MoveBench: Benchmark for Motion Video Generation
- MoveBench is a rigorously curated benchmark suite that provides a scalable, high-quality dataset for evaluating motion-controllable video generation.
- It integrates a hybrid human+SAM annotation pipeline and CoTracker-based dense point trajectories to ensure precise motion and segmentation data.
- Benchmark results demonstrate improvements in visual fidelity and motion accuracy across both single- and multi-object scenarios.
MoveBench is a rigorously curated benchmark suite designed to support evaluation and research in motion-controllable video generation.
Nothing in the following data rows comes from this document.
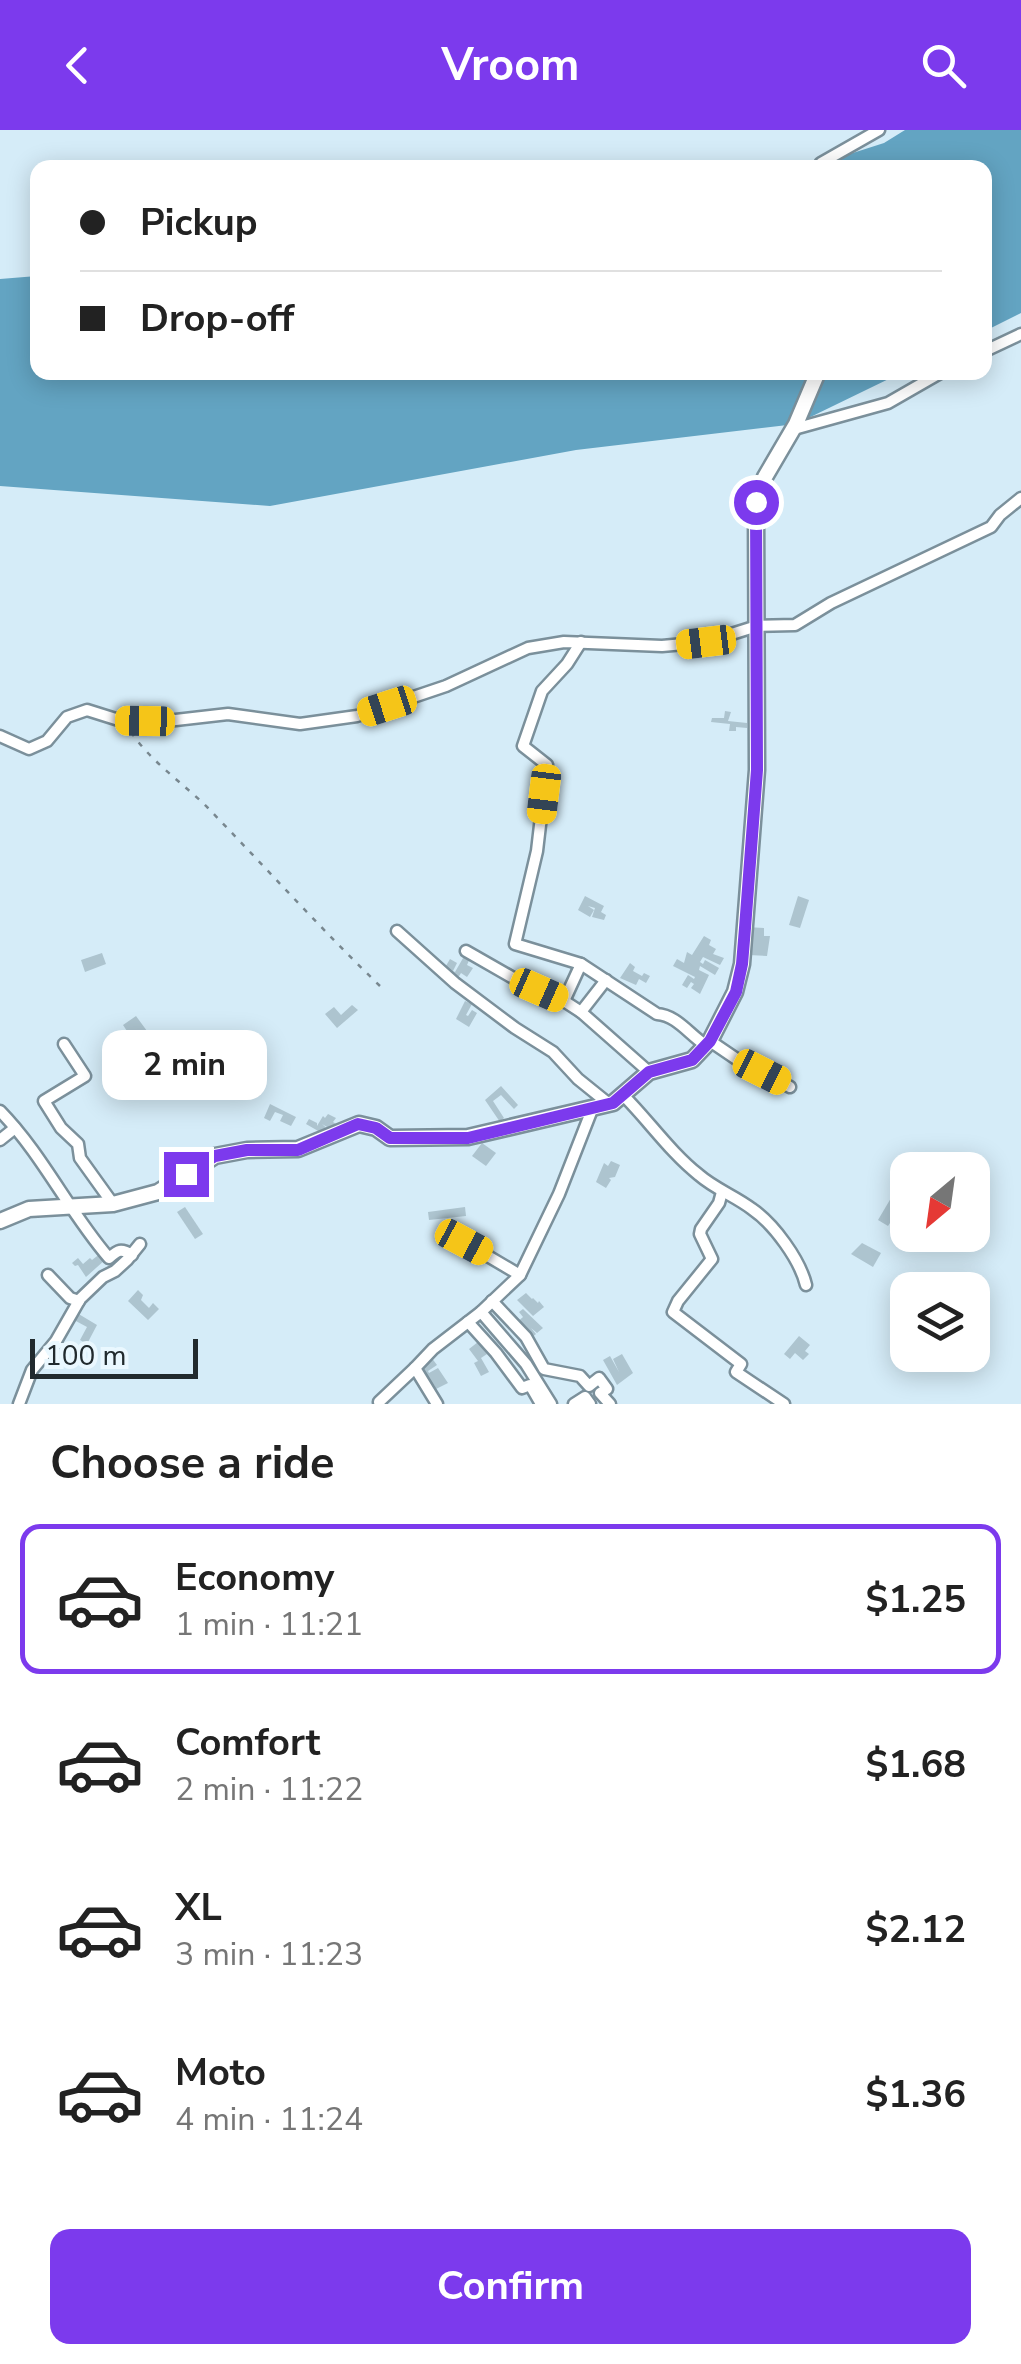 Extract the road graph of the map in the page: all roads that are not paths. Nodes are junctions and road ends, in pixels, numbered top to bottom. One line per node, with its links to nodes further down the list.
1 (878, 130): 2 (street)
2 (826, 160)
3 (1021, 334): 4 (street)
4 (992, 348)
5 (814, 380): 7 (street)
6 (928, 380): 7 (street)
7 (793, 429): 9 (street)
8 (1021, 498): 9 (street)
9 (757, 626): 10 (street); 18 (street)
10 (581, 642): 11 (street); 14 (street)
11 (0, 736)
12 (397, 931): 23 (street)
13 (466, 951): 16 (street)
14 (581, 964): 15 (street); 16 (street)
15 (606, 980): 17 (street); 18 (street)
16 (564, 1001): 17 (street)
17 (581, 1012): 20 (street)
18 (710, 1041): 20 (street); 21 (street)
19 (64, 1044): 28 (street)
20 (649, 1072): 22 (street)
21 (790, 1087)
22 (623, 1094): 23 (street); 27 (street)
23 (601, 1106): 28 (street); 34 (street)
24 (0, 1110): 25 (street)
25 (15, 1128): 26 (street); 32 (street)
26 (0, 1140)
27 (722, 1192): 35 (street); 49 (street)
28 (114, 1204): 29 (street)
29 (0, 1221)
30 (464, 1242): 34 (street)
31 (140, 1244): 32 (street)
32 (132, 1254): 37 (street)
33 (48, 1275): 37 (street)
34 (520, 1275): 36 (street)
35 (806, 1285)
36 (492, 1301): 38 (street); 48 (street)
37 (79, 1302): 42 (street)
38 (481, 1312): 39 (street); 45 (street)
39 (468, 1322): 40 (street); 44 (street)
40 (415, 1368): 41 (street); 43 (street)
41 (379, 1402)
42 (19, 1404)
43 (436, 1404)
44 (541, 1404)
45 (551, 1404)
46 (574, 1404): 47 (street)
47 (590, 1404)
48 (610, 1404)
49 (784, 1404) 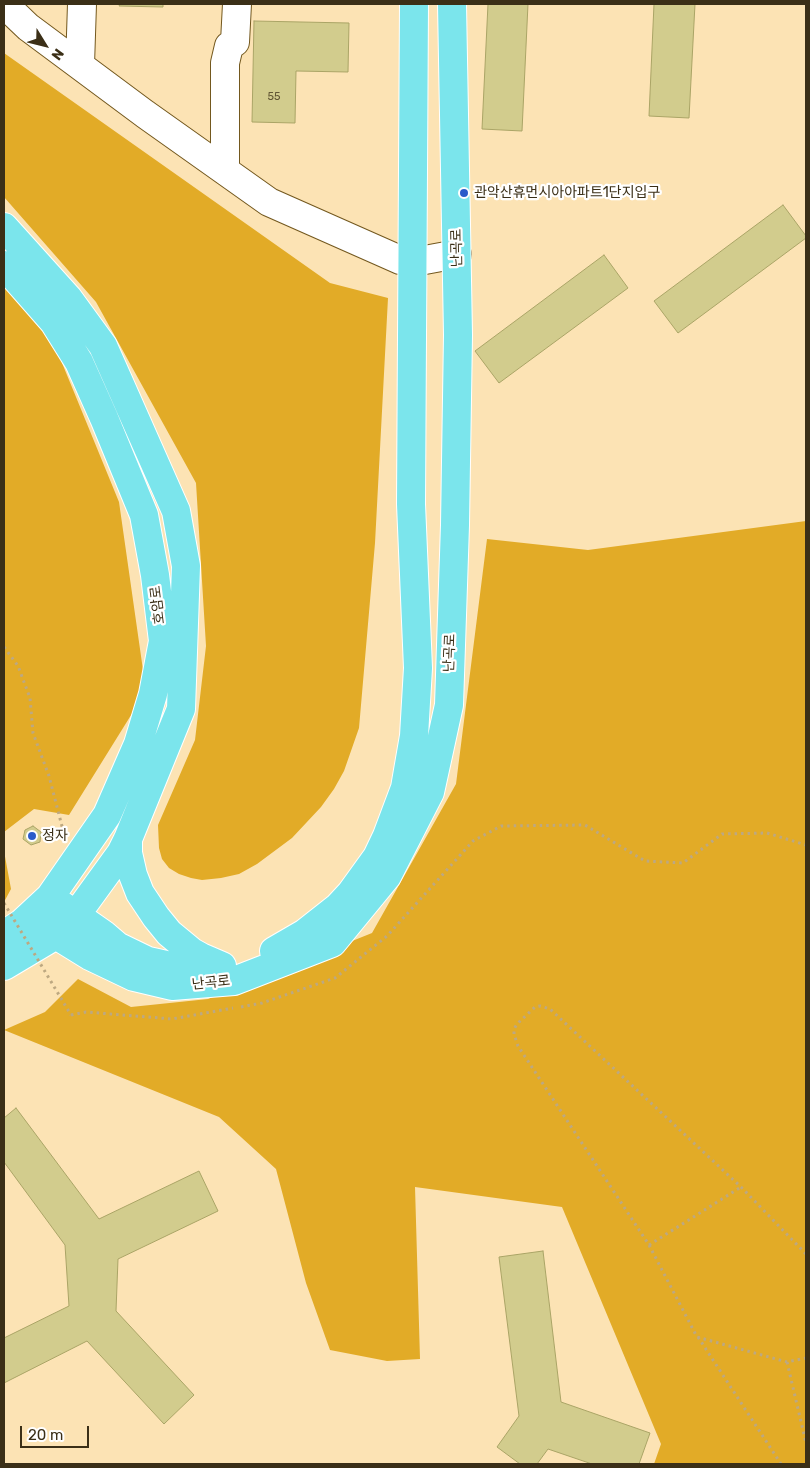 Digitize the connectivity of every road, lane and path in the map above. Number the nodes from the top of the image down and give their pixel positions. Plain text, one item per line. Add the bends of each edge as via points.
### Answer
1 (4, 4) edge
2 (82, 4) edge
3 (237, 4) edge
4 (414, 4) edge
5 (452, 4) edge
6 (80, 65) junction
7 (224, 170) junction
8 (4, 227) edge
9 (457, 254) junction
10 (414, 262) junction
11 (4, 265) edge
12 (4, 647) edge
13 (64, 836) dead end
14 (128, 839) junction
15 (806, 844) edge
16 (50, 897) junction
17 (4, 903) edge
18 (76, 915) junction
19 (30, 916) junction
20 (4, 935) edge
21 (56, 935) junction
22 (4, 966) edge
23 (228, 969) junction
24 (741, 1187) junction
25 (649, 1245) junction
26 (806, 1254) edge
27 (697, 1337) junction
28 (806, 1358) edge
29 (787, 1362) junction
30 (806, 1443) edge
31 (781, 1464) edge

1 - 6 lane via 28,27
2 - 6 lane
3 - 7 lane via 235,42 229,46 225,63
4 - 10 main road, 난곡로
5 - 9 main road, 난곡로
6 - 7 lane
7 - 10 lane via 269,202 400,260
8 - 14 main road via 68,298 103,346 176,511 186,566 181,709
9 - 10 lane
9 - 21 main road, 난곡로 via 455,525 449,705 430,792 387,876 332,943 234,981 172,986 134,977
10 - 23 main road, 난곡로 via 411,504 418,668 414,736 405,788 377,857 351,893 321,922 287,945 267,956
11 - 16 main road, 호암로 via 54,322 79,362 104,418 144,515 163,641 153,694 138,744 106,815
12 - 13 path via 18,666 30,698 33,733 49,776
14 - 18 main road
14 - 23 main road via 133,875 140,893 156,917 192,952
15 - 17 path, bridge via 768,833 722,834 683,863 645,861 585,825 502,826 473,840 387,936 335,978 262,1003 172,1019 86,1012 71,1015
16 - 18 main road, 난곡로
16 - 19 main road, 호암로
18 - 21 main road
18 - 23 main road, 난곡로 via 118,946 148,960 175,967
19 - 20 main road, 호암로
19 - 21 main road, 난곡로
21 - 22 main road
24 - 25 path
24 - 25 path via 550,1009 535,1007 517,1024 515,1040
24 - 26 path
25 - 27 path
27 - 29 path
27 - 31 path
28 - 29 path
29 - 30 path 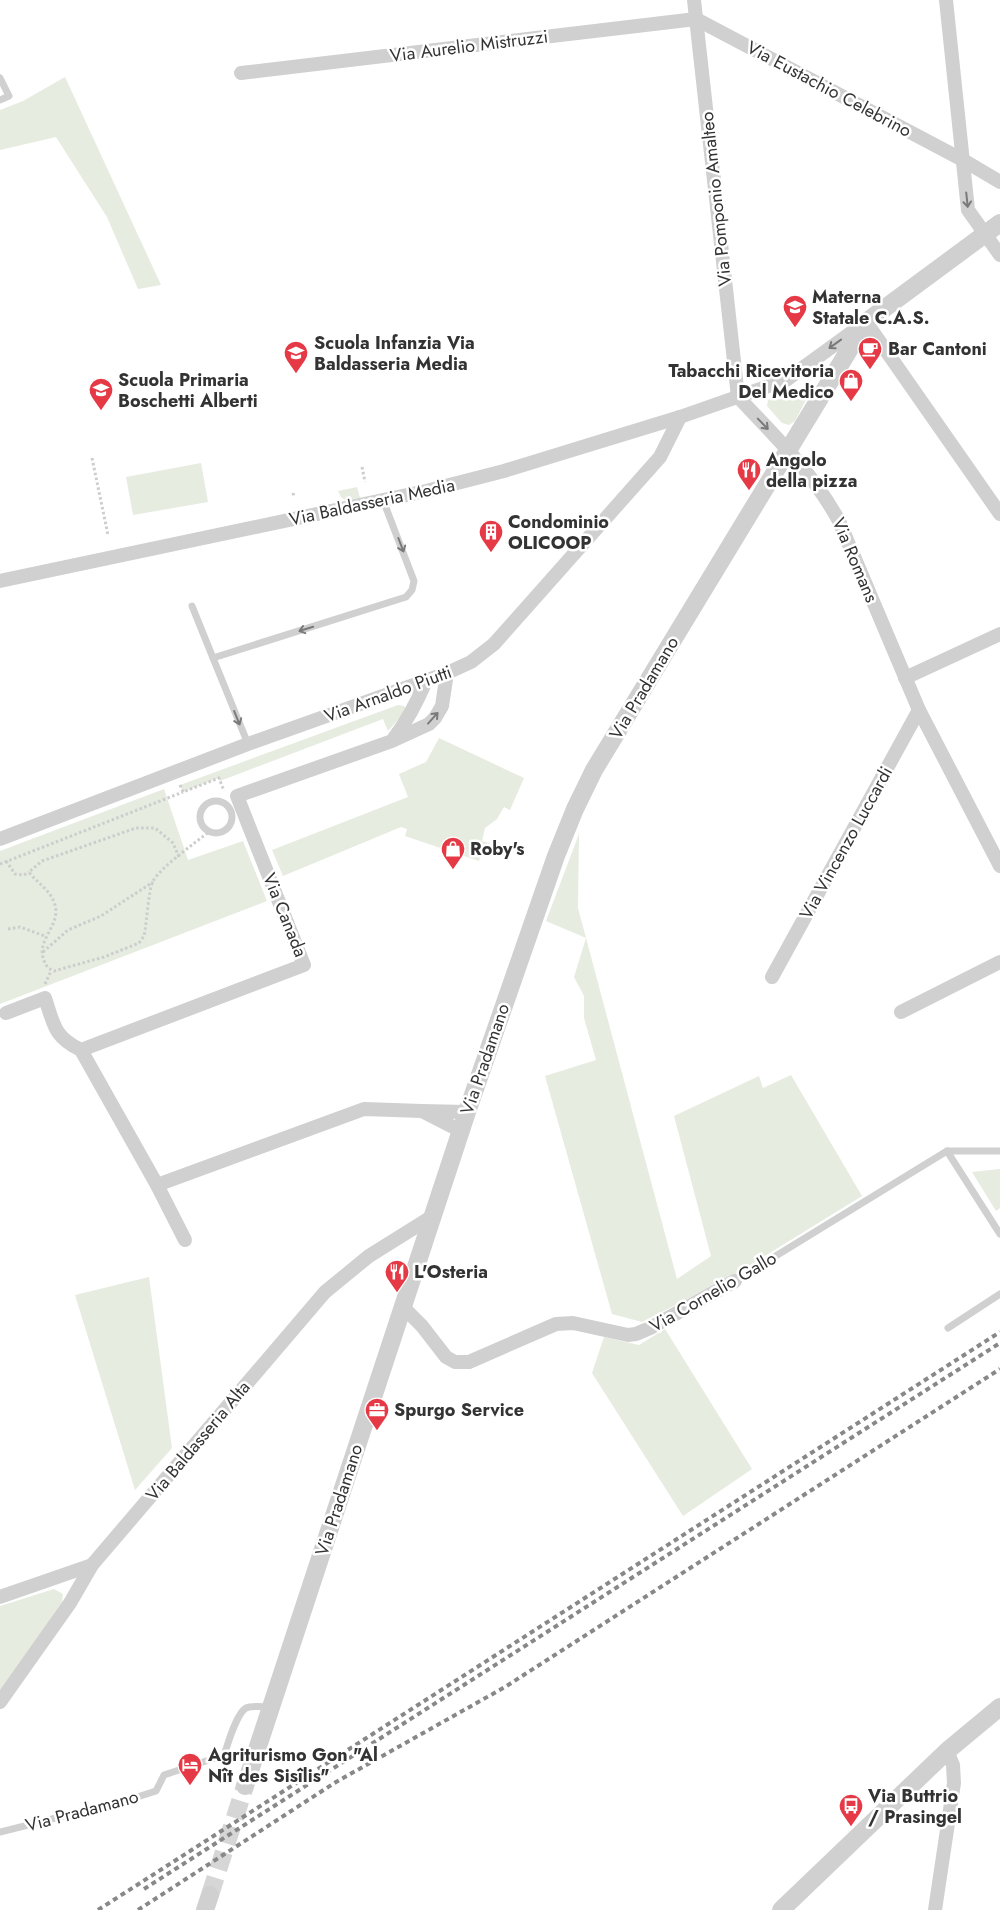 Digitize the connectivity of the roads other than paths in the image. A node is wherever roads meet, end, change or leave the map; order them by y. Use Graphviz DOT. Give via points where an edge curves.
graph roads {
  1 [pos="694,0"];
  2 [pos="946,0"];
  3 [pos="696,18"];
  4 [pos="242,73"];
  5 [pos="0,78"];
  6 [pos="0,100"];
  7 [pos="963,160"];
  8 [pos="1000,182"];
  9 [pos="1000,222"];
  10 [pos="986,233"];
  11 [pos="1000,255"];
  12 [pos="866,322"];
  13 [pos="738,398"];
  14 [pos="680,417"];
  15 [pos="789,451"];
  16 [pos="383,500"];
  17 [pos="1000,514"];
  18 [pos="0,582"];
  19 [pos="192,606"];
  20 [pos="1000,634"];
  21 [pos="213,658"];
  22 [pos="447,673"];
  23 [pos="905,678"];
  24 [pos="426,681"];
  25 [pos="920,710"];
  26 [pos="392,741"];
  27 [pos="248,744"];
  28 [pos="230,799"];
  29 [pos="0,839"];
  30 [pos="1000,866"];
  31 [pos="1000,962"];
  32 [pos="772,977"];
  33 [pos="901,1012"];
  34 [pos="6,1013"];
  35 [pos="81,1050"];
  36 [pos="422,1111"];
  37 [pos="467,1112"];
  38 [pos="461,1130"];
  39 [pos="1000,1151"];
  40 [pos="943,1153"];
  41 [pos="157,1186"];
  42 [pos="433,1216"];
  43 [pos="1000,1234"];
  44 [pos="184,1240"];
  45 [pos="735,1281"];
  46 [pos="1000,1294"];
  47 [pos="403,1307"];
  48 [pos="948,1328"];
  49 [pos="92,1565"];
  50 [pos="0,1598"];
  51 [pos="0,1702"];
  52 [pos="271,1707"];
  53 [pos="1000,1707"];
  54 [pos="947,1751"];
  55 [pos="246,1786"];
  56 [pos="0,1832"];
  57 [pos="781,1910"];
  58 [pos="935,1910"];
  1 -- 3 [label="street, Via Pomponio Amalteo"];
  2 -- 7 [label="street"];
  3 -- 4 [label="street, Via Aurelio Mistruzzi"];
  3 -- 7 [label="street, Via Eustachio Celebrino"];
  3 -- 13 [label="street, Via Pomponio Amalteo"];
  5 -- 6 [label="lane" via="9,96"];
  7 -- 8 [label="street, Via Eustachio Celebrino"];
  7 -- 10 [label="street, one-way" via="968,210"];
  9 -- 10 [label="street"];
  10 -- 11 [label="street"];
  10 -- 12 [label="street"];
  12 -- 13 [label="street, Via Baldasseria Media, one-way" via="786,380"];
  12 -- 15 [label="street, Via Pradamano"];
  12 -- 17 [label="street"];
  13 -- 14 [label="street, Via Baldasseria Media"];
  13 -- 15 [label="street, Via Romans, one-way"];
  14 -- 16 [label="street, Via Baldasseria Media" via="482,477"];
  14 -- 22 [label="street, Via Arnaldo Piutti" via="660,457 494,644 470,662"];
  15 -- 23 [label="street, Via Romans" via="825,495 839,521"];
  15 -- 37 [label="street, Via Pradamano" via="594,770 575,809"];
  16 -- 18 [label="street, Via Baldasseria Media"];
  16 -- 21 [label="lane, one-way" via="414,581 406,598"];
  19 -- 21 [label="lane"];
  20 -- 23 [label="street"];
  21 -- 27 [label="lane, one-way"];
  22 -- 24 [label="street, Via Arnaldo Piutti"];
  26 -- 22 [label="street, one-way" via="435,718 442,706"];
  23 -- 25 [label="street, Via Romans"];
  24 -- 26 [label="street" via="416,706"];
  24 -- 27 [label="street, Via Arnaldo Piutti"];
  25 -- 30 [label="street, Via Romans"];
  25 -- 32 [label="street, Via Vincenzo Luccardi"];
  26 -- 28 [label="street"];
  27 -- 29 [label="street, Via Arnaldo Piutti"];
  28 -- 28 [label="lane" via="230,826 219,833 210,831 202,823 202,810 210,802"];
  28 -- 35 [label="street, Via Canada" via="304,965"];
  31 -- 33 [label="street"];
  34 -- 35 [label="street" via="45,998 59,1036"];
  35 -- 41 [label="street"];
  36 -- 37 [label="street"];
  36 -- 38 [label="street"];
  36 -- 41 [label="street" via="364,1109"];
  37 -- 38 [label="street, Via Pradamano"];
  38 -- 42 [label="street, Via Pradamano"];
  39 -- 40 [label="lane"];
  40 -- 43 [label="lane"];
  40 -- 45 [label="lane, Via Cornelio Gallo"];
  41 -- 44 [label="street"];
  42 -- 47 [label="street, Via Pradamano"];
  42 -- 49 [label="street, Via Baldasseria Alta" via="369,1256 325,1292"];
  45 -- 47 [label="street, Via Cornelio Gallo" via="636,1334 620,1334 573,1323 556,1324 469,1362 455,1362 446,1357"];
  46 -- 48 [label="lane"];
  47 -- 52 [label="street, Via Pradamano"];
  49 -- 50 [label="street"];
  49 -- 51 [label="street, Via Baldasseria Alta" via="70,1603"];
  52 -- 55 [label="street, Via Pradamano"];
  52 -- 56 [label="lane, Via Pradamano" via="246,1708 238,1718 224,1755 164,1775 156,1791"];
  53 -- 54 [label="street"];
  54 -- 57 [label="street"];
  54 -- 58 [label="street" via="953,1765 954,1783"];
}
Built to address limitations of previous benchmarks—specifically insufficient scale, short clip duration, restricted content diversity, and inadequate motion annotation quality—MoveBench provides a high-resolution, diverse, and finely annotated dataset for quantitative and qualitative assessment of generative models capable of controllable motion synthesis (Chu et al., 9 Dec 2025).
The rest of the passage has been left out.